- Information provided:
**********
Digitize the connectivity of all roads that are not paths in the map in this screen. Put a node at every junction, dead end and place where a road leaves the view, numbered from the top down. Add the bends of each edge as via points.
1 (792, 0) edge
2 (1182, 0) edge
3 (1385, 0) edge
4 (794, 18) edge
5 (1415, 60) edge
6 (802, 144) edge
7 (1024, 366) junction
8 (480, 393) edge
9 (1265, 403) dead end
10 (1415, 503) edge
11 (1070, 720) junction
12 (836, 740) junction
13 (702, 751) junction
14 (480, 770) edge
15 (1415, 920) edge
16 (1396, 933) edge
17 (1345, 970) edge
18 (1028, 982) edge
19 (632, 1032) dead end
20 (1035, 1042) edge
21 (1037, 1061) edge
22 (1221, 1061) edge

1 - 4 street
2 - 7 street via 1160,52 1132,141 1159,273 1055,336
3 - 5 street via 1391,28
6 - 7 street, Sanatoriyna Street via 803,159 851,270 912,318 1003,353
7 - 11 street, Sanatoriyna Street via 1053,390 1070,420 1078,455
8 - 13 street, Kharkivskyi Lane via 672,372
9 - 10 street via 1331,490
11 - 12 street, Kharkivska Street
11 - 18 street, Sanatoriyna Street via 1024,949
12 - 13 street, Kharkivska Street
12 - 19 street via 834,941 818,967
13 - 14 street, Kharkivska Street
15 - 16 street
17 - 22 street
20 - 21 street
**********
- Your task:
Down to the last line, return the data above exactly.

- Your solution:
Digitize the connectivity of all roads that are not paths in the map in this screen. Put a node at every junction, dead end and place where a road leaves the view, numbered from the top down. Add the bends of each edge as via points.
1 (792, 0) edge
2 (1182, 0) edge
3 (1385, 0) edge
4 (794, 18) edge
5 (1415, 60) edge
6 (802, 144) edge
7 (1024, 366) junction
8 (480, 393) edge
9 (1265, 403) dead end
10 (1415, 503) edge
11 (1070, 720) junction
12 (836, 740) junction
13 (702, 751) junction
14 (480, 770) edge
15 (1415, 920) edge
16 (1396, 933) edge
17 (1345, 970) edge
18 (1028, 982) edge
19 (632, 1032) dead end
20 (1035, 1042) edge
21 (1037, 1061) edge
22 (1221, 1061) edge

1 - 4 street
2 - 7 street via 1160,52 1132,141 1159,273 1055,336
3 - 5 street via 1391,28
6 - 7 street, Sanatoriyna Street via 803,159 851,270 912,318 1003,353
7 - 11 street, Sanatoriyna Street via 1053,390 1070,420 1078,455
8 - 13 street, Kharkivskyi Lane via 672,372
9 - 10 street via 1331,490
11 - 12 street, Kharkivska Street
11 - 18 street, Sanatoriyna Street via 1024,949
12 - 13 street, Kharkivska Street
12 - 19 street via 834,941 818,967
13 - 14 street, Kharkivska Street
15 - 16 street
17 - 22 street
20 - 21 street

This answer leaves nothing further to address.